Every record below is to be retyped exactly, with any pictures left out.

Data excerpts
+ + +

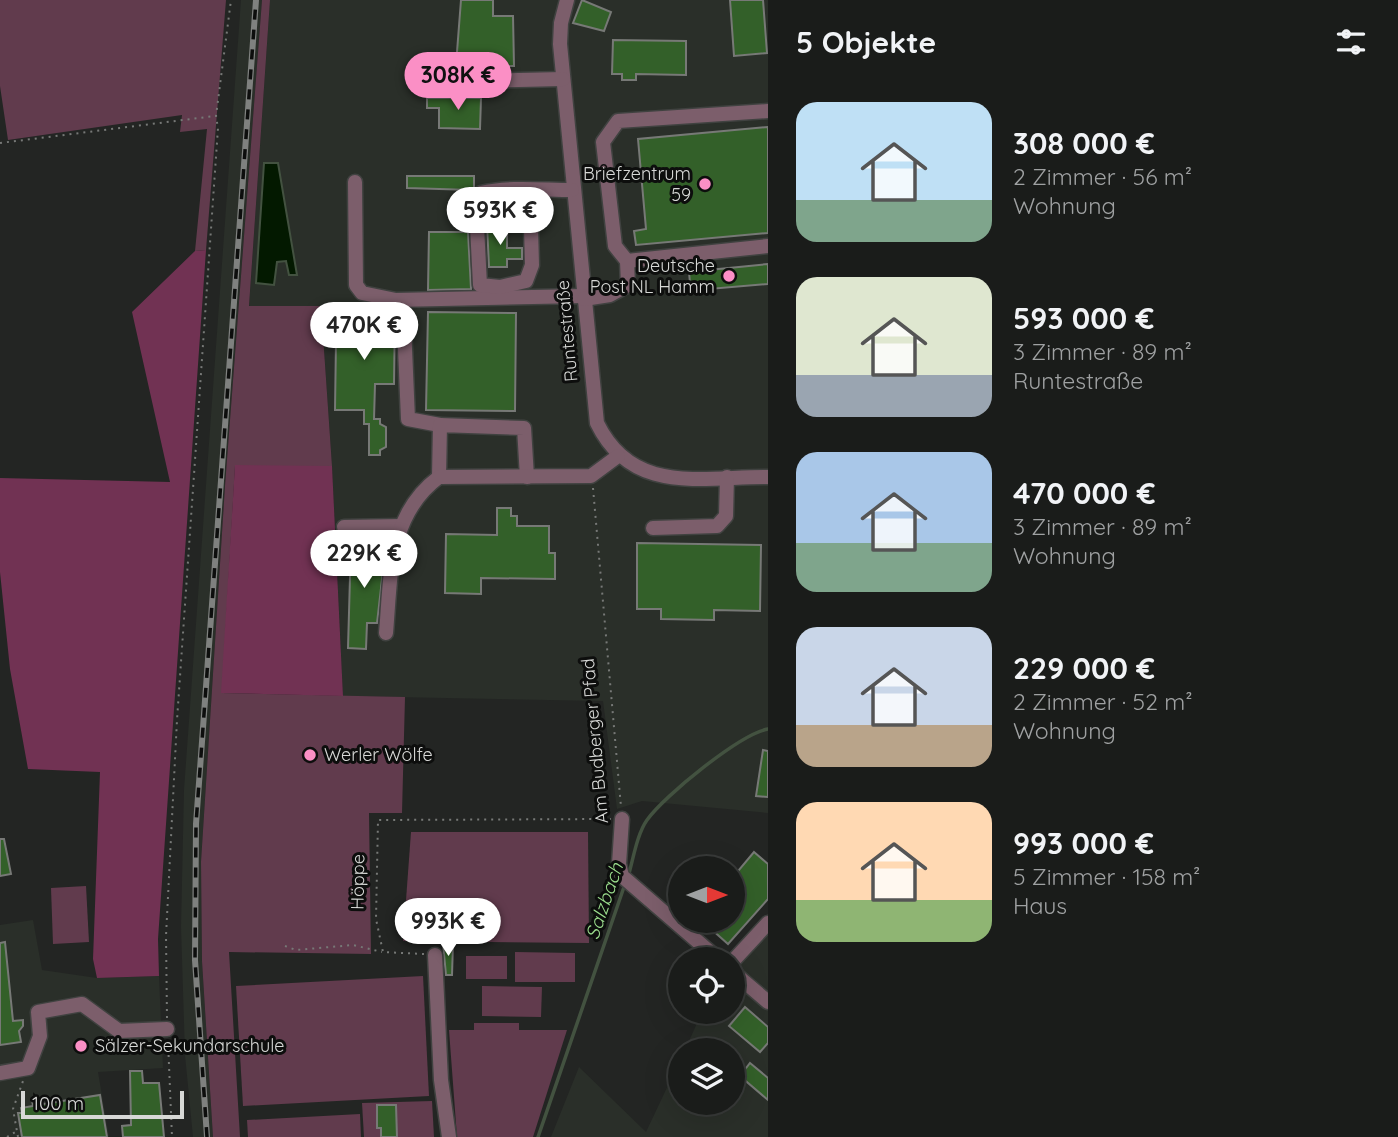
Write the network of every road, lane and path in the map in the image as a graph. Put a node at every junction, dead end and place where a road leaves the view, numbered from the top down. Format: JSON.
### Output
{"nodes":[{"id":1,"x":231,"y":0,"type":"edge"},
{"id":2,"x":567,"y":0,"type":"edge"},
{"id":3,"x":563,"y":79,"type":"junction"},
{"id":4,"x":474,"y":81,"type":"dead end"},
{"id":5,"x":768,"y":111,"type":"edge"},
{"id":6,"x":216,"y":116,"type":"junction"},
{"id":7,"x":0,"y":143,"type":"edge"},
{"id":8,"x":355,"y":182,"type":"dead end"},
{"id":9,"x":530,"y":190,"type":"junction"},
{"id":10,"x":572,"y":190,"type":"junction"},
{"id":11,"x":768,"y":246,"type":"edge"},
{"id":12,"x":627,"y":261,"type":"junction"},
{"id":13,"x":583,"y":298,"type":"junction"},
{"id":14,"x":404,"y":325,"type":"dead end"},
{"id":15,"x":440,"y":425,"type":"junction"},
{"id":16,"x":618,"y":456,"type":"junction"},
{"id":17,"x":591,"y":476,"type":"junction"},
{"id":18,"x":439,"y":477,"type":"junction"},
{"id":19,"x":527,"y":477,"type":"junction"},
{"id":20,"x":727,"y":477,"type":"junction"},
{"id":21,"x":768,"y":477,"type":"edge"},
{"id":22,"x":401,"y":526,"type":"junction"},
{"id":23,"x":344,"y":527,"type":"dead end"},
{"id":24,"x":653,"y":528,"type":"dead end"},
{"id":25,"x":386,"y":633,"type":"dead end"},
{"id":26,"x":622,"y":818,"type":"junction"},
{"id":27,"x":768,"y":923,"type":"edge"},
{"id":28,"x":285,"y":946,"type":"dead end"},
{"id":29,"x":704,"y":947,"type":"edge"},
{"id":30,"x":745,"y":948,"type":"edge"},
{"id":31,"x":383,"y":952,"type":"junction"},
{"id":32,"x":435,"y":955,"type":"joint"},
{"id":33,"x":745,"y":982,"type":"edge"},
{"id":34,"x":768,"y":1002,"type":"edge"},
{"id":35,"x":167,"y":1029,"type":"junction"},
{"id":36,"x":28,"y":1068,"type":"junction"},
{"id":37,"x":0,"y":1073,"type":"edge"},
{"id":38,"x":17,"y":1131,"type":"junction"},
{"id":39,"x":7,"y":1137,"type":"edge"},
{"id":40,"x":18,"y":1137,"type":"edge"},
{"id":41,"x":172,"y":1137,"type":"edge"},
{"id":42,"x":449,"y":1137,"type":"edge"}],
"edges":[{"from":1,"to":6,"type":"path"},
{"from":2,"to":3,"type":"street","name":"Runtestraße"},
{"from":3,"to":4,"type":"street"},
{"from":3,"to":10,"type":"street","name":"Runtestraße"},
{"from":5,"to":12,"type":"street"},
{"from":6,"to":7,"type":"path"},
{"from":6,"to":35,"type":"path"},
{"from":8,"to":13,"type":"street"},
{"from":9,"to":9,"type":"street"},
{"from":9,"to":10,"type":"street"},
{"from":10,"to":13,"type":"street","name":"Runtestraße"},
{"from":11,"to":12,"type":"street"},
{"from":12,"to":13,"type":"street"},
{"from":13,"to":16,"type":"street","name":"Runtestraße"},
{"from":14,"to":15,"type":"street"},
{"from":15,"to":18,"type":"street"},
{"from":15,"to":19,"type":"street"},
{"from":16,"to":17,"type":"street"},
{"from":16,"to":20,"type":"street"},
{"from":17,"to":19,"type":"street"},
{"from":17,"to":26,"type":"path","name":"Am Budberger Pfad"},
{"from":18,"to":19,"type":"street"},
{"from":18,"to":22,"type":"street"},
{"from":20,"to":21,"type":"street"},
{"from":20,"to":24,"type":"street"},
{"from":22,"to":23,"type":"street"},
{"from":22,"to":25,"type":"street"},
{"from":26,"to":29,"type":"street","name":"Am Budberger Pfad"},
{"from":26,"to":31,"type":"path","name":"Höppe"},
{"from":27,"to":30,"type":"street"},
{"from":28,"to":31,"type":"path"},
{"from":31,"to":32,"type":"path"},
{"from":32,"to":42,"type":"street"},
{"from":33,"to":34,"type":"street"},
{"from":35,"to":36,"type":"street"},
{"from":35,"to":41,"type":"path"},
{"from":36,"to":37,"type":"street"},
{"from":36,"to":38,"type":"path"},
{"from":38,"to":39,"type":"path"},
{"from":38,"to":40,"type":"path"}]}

+ + +

Output for this exercise:
Write the network of every road, lane and path in the map in the image as a graph. Put a node at every junction, dead end and place where a road leaves the view, numbered from the top down. Format: JSON.
### Output
{"nodes":[{"id":1,"x":231,"y":0,"type":"edge"},
{"id":2,"x":567,"y":0,"type":"edge"},
{"id":3,"x":563,"y":79,"type":"junction"},
{"id":4,"x":474,"y":81,"type":"dead end"},
{"id":5,"x":768,"y":111,"type":"edge"},
{"id":6,"x":216,"y":116,"type":"junction"},
{"id":7,"x":0,"y":143,"type":"edge"},
{"id":8,"x":355,"y":182,"type":"dead end"},
{"id":9,"x":530,"y":190,"type":"junction"},
{"id":10,"x":572,"y":190,"type":"junction"},
{"id":11,"x":768,"y":246,"type":"edge"},
{"id":12,"x":627,"y":261,"type":"junction"},
{"id":13,"x":583,"y":298,"type":"junction"},
{"id":14,"x":404,"y":325,"type":"dead end"},
{"id":15,"x":440,"y":425,"type":"junction"},
{"id":16,"x":618,"y":456,"type":"junction"},
{"id":17,"x":591,"y":476,"type":"junction"},
{"id":18,"x":439,"y":477,"type":"junction"},
{"id":19,"x":527,"y":477,"type":"junction"},
{"id":20,"x":727,"y":477,"type":"junction"},
{"id":21,"x":768,"y":477,"type":"edge"},
{"id":22,"x":401,"y":526,"type":"junction"},
{"id":23,"x":344,"y":527,"type":"dead end"},
{"id":24,"x":653,"y":528,"type":"dead end"},
{"id":25,"x":386,"y":633,"type":"dead end"},
{"id":26,"x":622,"y":818,"type":"junction"},
{"id":27,"x":768,"y":923,"type":"edge"},
{"id":28,"x":285,"y":946,"type":"dead end"},
{"id":29,"x":704,"y":947,"type":"edge"},
{"id":30,"x":745,"y":948,"type":"edge"},
{"id":31,"x":383,"y":952,"type":"junction"},
{"id":32,"x":435,"y":955,"type":"joint"},
{"id":33,"x":745,"y":982,"type":"edge"},
{"id":34,"x":768,"y":1002,"type":"edge"},
{"id":35,"x":167,"y":1029,"type":"junction"},
{"id":36,"x":28,"y":1068,"type":"junction"},
{"id":37,"x":0,"y":1073,"type":"edge"},
{"id":38,"x":17,"y":1131,"type":"junction"},
{"id":39,"x":7,"y":1137,"type":"edge"},
{"id":40,"x":18,"y":1137,"type":"edge"},
{"id":41,"x":172,"y":1137,"type":"edge"},
{"id":42,"x":449,"y":1137,"type":"edge"}],
"edges":[{"from":1,"to":6,"type":"path"},
{"from":2,"to":3,"type":"street","name":"Runtestraße"},
{"from":3,"to":4,"type":"street"},
{"from":3,"to":10,"type":"street","name":"Runtestraße"},
{"from":5,"to":12,"type":"street"},
{"from":6,"to":7,"type":"path"},
{"from":6,"to":35,"type":"path"},
{"from":8,"to":13,"type":"street"},
{"from":9,"to":9,"type":"street"},
{"from":9,"to":10,"type":"street"},
{"from":10,"to":13,"type":"street","name":"Runtestraße"},
{"from":11,"to":12,"type":"street"},
{"from":12,"to":13,"type":"street"},
{"from":13,"to":16,"type":"street","name":"Runtestraße"},
{"from":14,"to":15,"type":"street"},
{"from":15,"to":18,"type":"street"},
{"from":15,"to":19,"type":"street"},
{"from":16,"to":17,"type":"street"},
{"from":16,"to":20,"type":"street"},
{"from":17,"to":19,"type":"street"},
{"from":17,"to":26,"type":"path","name":"Am Budberger Pfad"},
{"from":18,"to":19,"type":"street"},
{"from":18,"to":22,"type":"street"},
{"from":20,"to":21,"type":"street"},
{"from":20,"to":24,"type":"street"},
{"from":22,"to":23,"type":"street"},
{"from":22,"to":25,"type":"street"},
{"from":26,"to":29,"type":"street","name":"Am Budberger Pfad"},
{"from":26,"to":31,"type":"path","name":"Höppe"},
{"from":27,"to":30,"type":"street"},
{"from":28,"to":31,"type":"path"},
{"from":31,"to":32,"type":"path"},
{"from":32,"to":42,"type":"street"},
{"from":33,"to":34,"type":"street"},
{"from":35,"to":36,"type":"street"},
{"from":35,"to":41,"type":"path"},
{"from":36,"to":37,"type":"street"},
{"from":36,"to":38,"type":"path"},
{"from":38,"to":39,"type":"path"},
{"from":38,"to":40,"type":"path"}]}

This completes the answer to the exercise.